On a rainy evening in the coastal city of Port Elizabeth, Germany and Uruguay played an entertaining, exciting match, with the game-winning goal coming in the 82nd minute from midfielder Sami Khedira. He scored with a header, after the Uruguay defense failed to clear a corner kick from Germany's Mesut Oezil.

Uruguay's star striker Diego Forlan came close to sending the game into extra time with the final kick of the match. But, his free kick hit the crossbar. Earlier, in the 51st minute, Forlan gave his team a two-one lead with his fifth goal of the tournament. Five minutes later, defender Marcell Jansen equalized for Germany with a header.

The teams went into halftime tied at one-all. Germany's Thomas Mueller opened the scoring in the 19th minute. Uruguay goalkeeper Fernando Muslera stopped a swerving shot by Bastian Schweinsteiger, but Mueller was there to collect the rebound and knock the ball home. It was also the fifth goal of the tournament for the 20-year-old Mueller, who was named Man of the Match and is the favorite to win the World Cup's Best Young Player award. Edinson Cavani equalized for Uruguay in the 28th minute.

Mueller and Forlan are now tied for the World Cup scoring lead with David Villa of Spain and Wesley Sneijder of the Netherlands, who will play against each other in Sunday's World Cup final in Johannesburg.

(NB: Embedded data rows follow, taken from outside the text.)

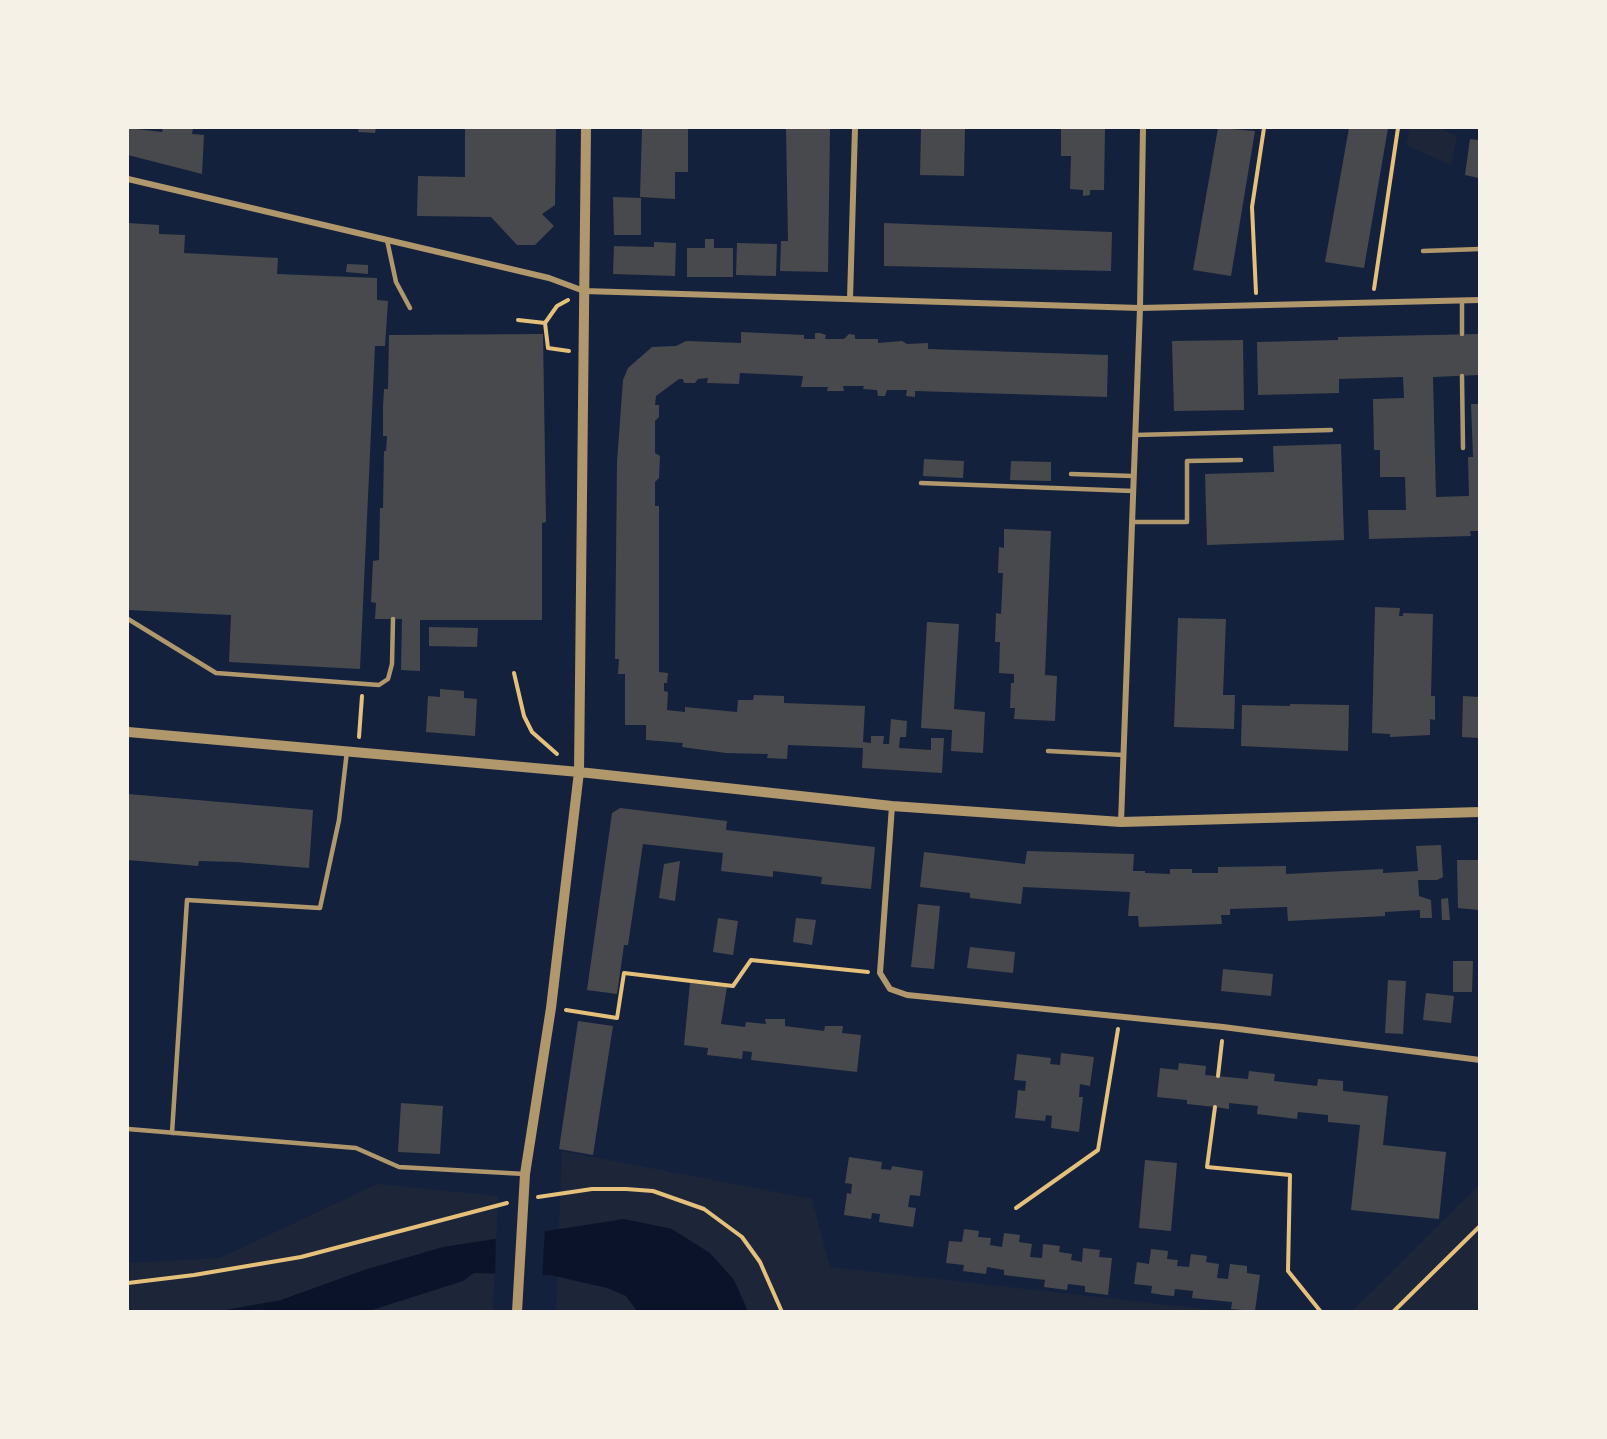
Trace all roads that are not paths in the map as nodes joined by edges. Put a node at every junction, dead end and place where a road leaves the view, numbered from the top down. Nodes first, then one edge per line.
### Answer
1 (586, 128) edge
2 (855, 128) edge
3 (1143, 128) edge
4 (128, 179) edge
5 (387, 240) junction
6 (1479, 249) edge
7 (1423, 251) dead end
8 (584, 291) junction
9 (850, 299) junction
10 (1462, 300) junction
11 (1479, 300) edge
12 (1140, 308) junction
13 (410, 309) dead end
14 (1462, 334) dead end
15 (1462, 376) dead end
16 (1331, 430) dead end
17 (1135, 435) junction
18 (1462, 448) dead end
19 (1241, 460) dead end
20 (1071, 474) dead end
21 (1133, 476) junction
22 (921, 483) dead end
23 (1133, 491) junction
24 (1132, 522) junction
25 (128, 619) edge
26 (393, 619) dead end
27 (128, 732) edge
28 (347, 751) junction
29 (1048, 751) dead end
30 (1123, 755) junction
31 (579, 772) junction
32 (892, 806) junction
33 (1479, 812) edge
34 (1121, 822) junction
35 (1479, 1060) edge
36 (128, 1129) edge
37 (172, 1133) junction
38 (525, 1174) junction
39 (517, 1311) edge

1 - 8 street
2 - 9 street
3 - 12 street
4 - 5 street
5 - 8 street
5 - 13 lane
6 - 7 lane
8 - 9 street
8 - 31 street
9 - 12 street
10 - 11 street
10 - 12 street
10 - 14 lane
12 - 17 street
15 - 18 lane
16 - 17 lane
17 - 21 street
19 - 24 lane
20 - 21 lane
21 - 23 street
22 - 23 lane
23 - 24 street
24 - 30 street
25 - 26 lane
27 - 28 street
28 - 31 street
28 - 37 lane
29 - 30 lane
30 - 34 street
31 - 32 street
31 - 38 street
32 - 34 street
32 - 35 street
33 - 34 street
36 - 37 lane
37 - 38 lane
38 - 39 street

Between them, Germany and Uruguay have won five World Cup titles. The Germans are three-time champions, and this marks the second consecutive World Cup that they have placed third. Uruguay goes home after its best World Cup performance in 40 years. The South American squad, which won the inaugural tournament in 1930 and then again in 1950, also finished fourth at the 1970 tournament in Mexico.

More than 36,000 fans attended the match at Nelson Mandela Bay stadium in Port Elizabeth. The venue staged eight World Cup matches and is named after South Africa's former President, who will celebrate his 92nd birthday on July 18. Mr. Mandela has kept a low profile during this World Cup.

There was speculation he would attend the opening ceremony June 11, but any such plans were scrapped after the death of his 13-year-old great-granddaughter, Zenani, in a car crash. Because of his age and fragile health, it is doubtful Mr. Mandela will attend Sunday's closing ceremony in Johannesburg, but top football officials are holding out hope - among them FIFA president Sepp Blatter.

"If he can come to the stadium, it will be good. If he can stay the whole competition, the whole final, I do not know," he said. "But if he's there, naturally he has had this World Cup trophy in his hands - when he was in Zurich in 2004. And it would be a wonderful moment for him, for football and for Africa."

At least 15 African heads of state, including Zimbabwean President Robert Mugabe and Kenyan President Mwai Kibaki, are expected to join South African President Jacob Zuma at Sunday's World Cup final between Spain and the Netherlands and the preceding closing ceremony at Soccer City Stadium.